Multibinder mb = Multibinder.create(binder(), Foo.class);
...
//elsehwere
@Provides SortedSet<Foo> sortedListOfFoo(Set<Foo> foos) {
ImmutableSortedSet.copyOf(MY_SORT_COMPARATOR, food);
}
except for maybe visibility or edge-case performance considerations, or
where you need to somehow hide the visibility of Set<Foo>. Maybe the
visibility concern is enough reason to support this... but I wonder
about the behavior of overloaded priorities. :/
I think a simple list is impossible without having to have implicit
strategies for resolving those priorities - a ListMultimapBinder could
work though.
c.
On 31 Mar 2014, at 9:50, Tavian Barnes wrote:
This is the kind of thing that could reasonably be made into an
extension,
maybe I'll take a crack at it.
It would look something like this:
ListBinder<Snack> listBinder = ListBinder.create(binder(),
Snack.class);
listBinder.addBindingWithPriority(0).toInstance(new Twix());
listBinder.addBindingWithPriority(1).toProvider(SnickersProvider.class);
listBinder.addBindingWithPriority(2).to(Skittles.class);
Something similar could be done to enforce ordering on interceptors
(which
is probably a more important use case).
On Monday, 31 March 2014 03:56:43 UTC-4, Tim Boudreau wrote:
Oh, I understand the reasoning behind it. And in the case of, for
example, module load order, it's definitely the right approach; and
for
some parts of module loading there may be a natural order (by
following the
dependency graph).
But for method interception, that's essentially the listener pattern
- a
list of things which are called repeatedly on some trigger. In that
case,
there's no getting around the fact that, at runtime, it is a list
which has
an order. If I have, say, one interceptor that logs all calls to
foo() and
another interceptor that, say, collects the number of milliseconds
spent in
that method, I probably don't want the logging included in the
benchmarking. It would be trivial enough to add an order parameter
and
sort the interceptors by it before calling them.
What happens with this sort of thing is people unknowingly depend on
the
order being stable, and wind up with very hard to track down bugs
when it
changes. I've seen that happen quite a few times. The fact that Sam
says "We'd
break all our servers if we [changed interceptor ordering]" suggests
that
that's exactly what's happening.
I'd much rather specify an explicit ordering than depend on the good
graces of someone not changing an order they've told me is
unspecified (and
therefore capable of changing "compatibly").
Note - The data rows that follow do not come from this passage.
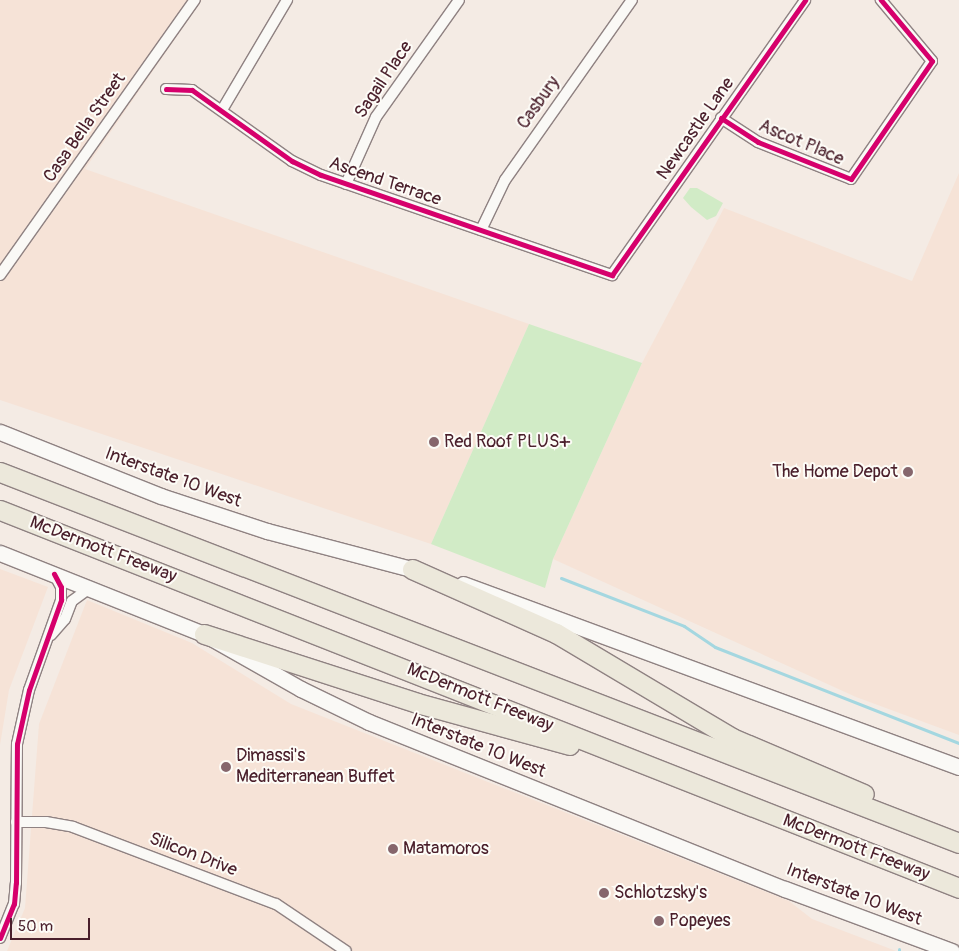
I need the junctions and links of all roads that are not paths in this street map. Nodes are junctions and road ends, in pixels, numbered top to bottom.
1 (195, 0) edge
2 (287, 0) edge
3 (459, 0) edge
4 (632, 0) edge
5 (805, 0) edge
6 (881, 0) edge
7 (166, 89) dead end
8 (222, 110) junction
9 (721, 118) junction
10 (346, 184) junction
11 (481, 230) junction
12 (0, 274) edge
13 (612, 275) joint
14 (0, 432) edge
15 (0, 472) edge
16 (0, 510) edge
17 (0, 553) edge
18 (412, 569) junction
19 (54, 574) junction
20 (90, 588) junction
21 (204, 634) junction
22 (51, 635) junction
23 (959, 768) edge
24 (732, 799) junction
25 (16, 822) junction
26 (959, 842) edge
27 (959, 888) edge
28 (0, 938) edge
29 (346, 951) edge
30 (952, 951) edge

1 - 12 street, Casa Bella Street
2 - 8 street
3 - 10 street, Sagail Place
4 - 11 street, Casbury
5 - 9 street, Newcastle Lane
6 - 9 street, Ascot Place
7 - 8 street, Ascend Terrace
8 - 10 street, Ascend Terrace
9 - 13 street, Newcastle Lane
10 - 11 street, Ascend Terrace
11 - 13 street, Ascend Terrace
14 - 18 main road, Interstate 10 West
15 - 26 highway, McDermott Freeway
16 - 24 highway, McDermott Freeway
17 - 19 main road, Interstate 10 West
18 - 23 main road, Interstate 10 West
18 - 26 highway
19 - 20 main road, Interstate 10 West
19 - 22 street
20 - 21 main road, Interstate 10 West
20 - 22 street
21 - 24 highway
21 - 30 main road, Interstate 10 West
22 - 25 street
24 - 27 highway, McDermott Freeway
25 - 28 street
25 - 29 street, Silicon Drive

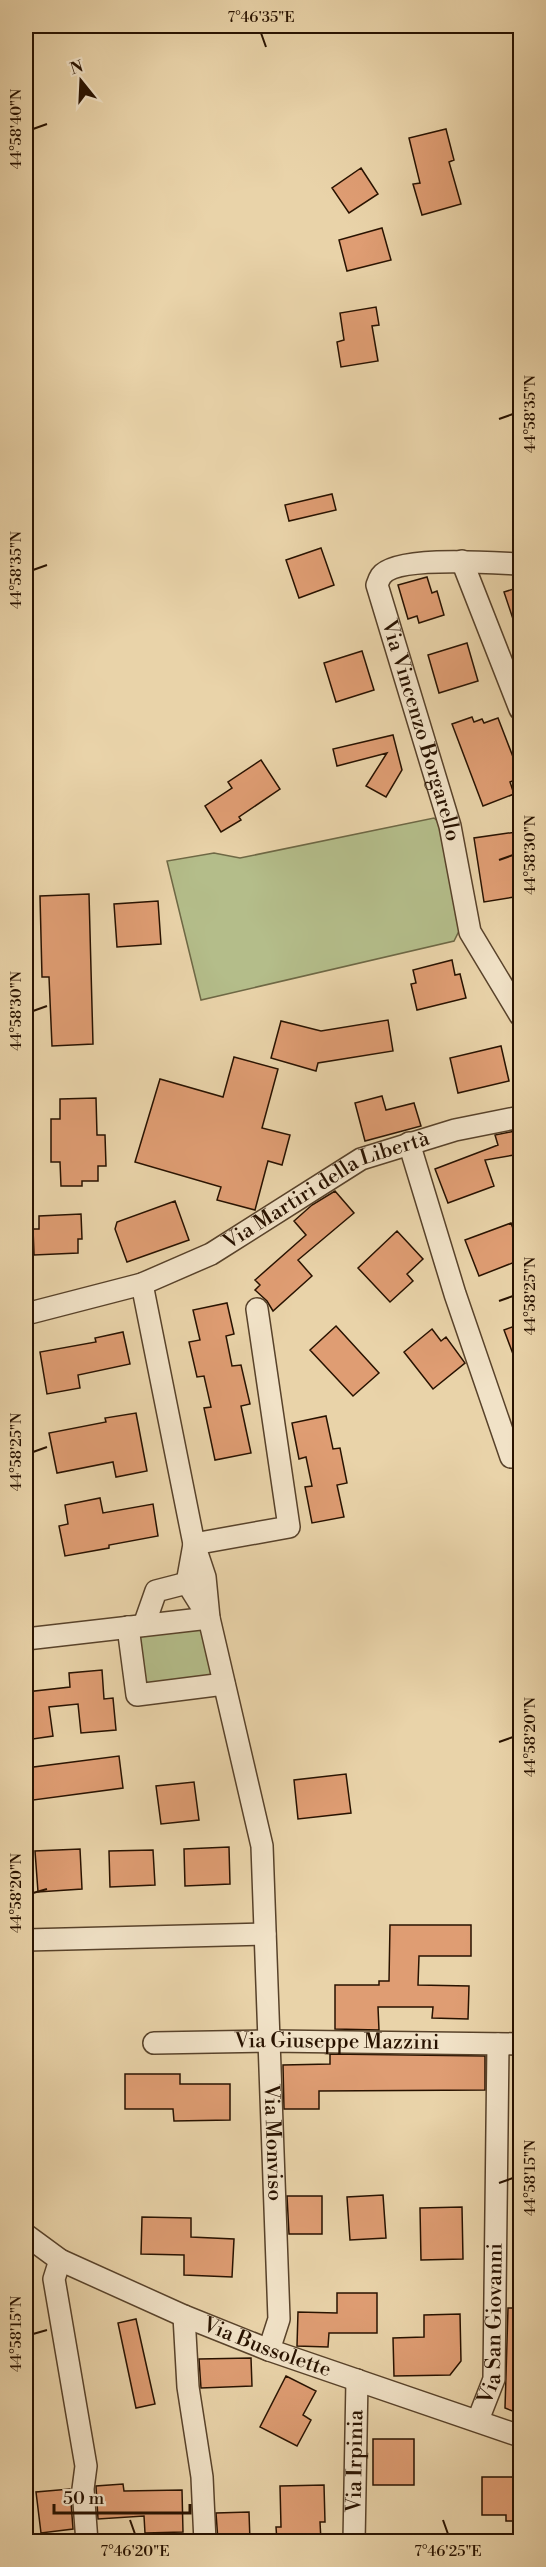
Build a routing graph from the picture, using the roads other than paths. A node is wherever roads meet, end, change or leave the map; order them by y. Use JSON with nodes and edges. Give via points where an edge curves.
{"nodes":[{"id":1,"x":462,"y":561,"type":"junction"},
{"id":2,"x":520,"y":564,"type":"edge"},
{"id":3,"x":520,"y":709,"type":"edge"},
{"id":4,"x":520,"y":1016,"type":"edge"},
{"id":5,"x":520,"y":1118,"type":"edge"},
{"id":6,"x":409,"y":1143,"type":"junction"},
{"id":7,"x":142,"y":1284,"type":"junction"},
{"id":8,"x":257,"y":1309,"type":"dead end"},
{"id":9,"x":26,"y":1314,"type":"edge"},
{"id":10,"x":511,"y":1457,"type":"dead end"},
{"id":11,"x":194,"y":1544,"type":"junction"},
{"id":12,"x":187,"y":1583,"type":"junction"},
{"id":13,"x":208,"y":1618,"type":"junction"},
{"id":14,"x":136,"y":1626,"type":"junction"},
{"id":15,"x":26,"y":1639,"type":"edge"},
{"id":16,"x":224,"y":1684,"type":"junction"},
{"id":17,"x":265,"y":1934,"type":"junction"},
{"id":18,"x":26,"y":1940,"type":"edge"},
{"id":19,"x":269,"y":2041,"type":"junction"},
{"id":20,"x":154,"y":2043,"type":"dead end"},
{"id":21,"x":498,"y":2044,"type":"junction"},
{"id":22,"x":520,"y":2044,"type":"edge"},
{"id":23,"x":26,"y":2235,"type":"edge"},
{"id":24,"x":60,"y":2260,"type":"junction"},
{"id":25,"x":184,"y":2316,"type":"junction"},
{"id":26,"x":269,"y":2350,"type":"junction"},
{"id":27,"x":357,"y":2380,"type":"junction"},
{"id":28,"x":478,"y":2420,"type":"junction"},
{"id":29,"x":520,"y":2436,"type":"edge"},
{"id":30,"x":87,"y":2541,"type":"edge"},
{"id":31,"x":205,"y":2541,"type":"edge"},
{"id":32,"x":354,"y":2541,"type":"edge"}],
"edges":[{"from":1,"to":2,"type":"street","name":"Via Vincenzo Borgarello"},
{"from":1,"to":3,"type":"street"},
{"from":1,"to":4,"type":"street","name":"Via Vincenzo Borgarello","via":[[390,569],[377,585],[450,826],[470,932]]},
{"from":5,"to":6,"type":"street","name":"Via Martiri della Libertà"},
{"from":6,"to":7,"type":"street","name":"Via Martiri della Libertà","via":[[361,1159],[211,1254]]},
{"from":6,"to":10,"type":"street"},
{"from":7,"to":9,"type":"street","name":"Via Martiri della Libertà"},
{"from":7,"to":11,"type":"street"},
{"from":8,"to":11,"type":"street","via":[[289,1527]]},
{"from":11,"to":12,"type":"street"},
{"from":11,"to":13,"type":"street","via":[[205,1577]]},
{"from":12,"to":13,"type":"street"},
{"from":12,"to":14,"type":"street","via":[[156,1591]]},
{"from":13,"to":14,"type":"street"},
{"from":13,"to":16,"type":"street","name":"Via Monviso"},
{"from":14,"to":15,"type":"street"},
{"from":14,"to":16,"type":"street","via":[[137,1695]]},
{"from":16,"to":17,"type":"street","name":"Via Monviso","via":[[262,1846]]},
{"from":17,"to":18,"type":"street"},
{"from":17,"to":19,"type":"street","name":"Via Monviso"},
{"from":19,"to":20,"type":"street","name":"Via Giuseppe Mazzini"},
{"from":19,"to":21,"type":"street","name":"Via Giuseppe Mazzini"},
{"from":19,"to":26,"type":"street","name":"Via Monviso","via":[[279,2319]]},
{"from":21,"to":22,"type":"street","name":"Via Giuseppe Mazzini"},
{"from":21,"to":28,"type":"street","name":"Via San Giovanni","via":[[494,2379]]},
{"from":23,"to":24,"type":"street","name":"Via Bussolette"},
{"from":24,"to":25,"type":"street","name":"Via Bussolette"},
{"from":24,"to":30,"type":"street","via":[[54,2279],[86,2466],[83,2489]]},
{"from":25,"to":26,"type":"street","name":"Via Bussolette"},
{"from":25,"to":31,"type":"street"},
{"from":26,"to":27,"type":"street","name":"Via Bussolette"},
{"from":27,"to":28,"type":"street","name":"Via Bussolette"},
{"from":27,"to":32,"type":"street","name":"Via Irpinia"},
{"from":28,"to":29,"type":"street","name":"Via Bussolette"}]}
For the case of set binding, yeah, the set has an undefined order;
what
I'm proposing is a way to bind a List which does, with user-supplied
explicit ordering.
You can do this yourself in an ugly way with
class ListProvider implements Provider<List<T extends Ordered>> {
private @Inject Set<T> set;
... copy the set contents to a list and sort it
}
but hard-coding these ordinals into the type is putting an attribute
that
ought to be part of the binding into the type.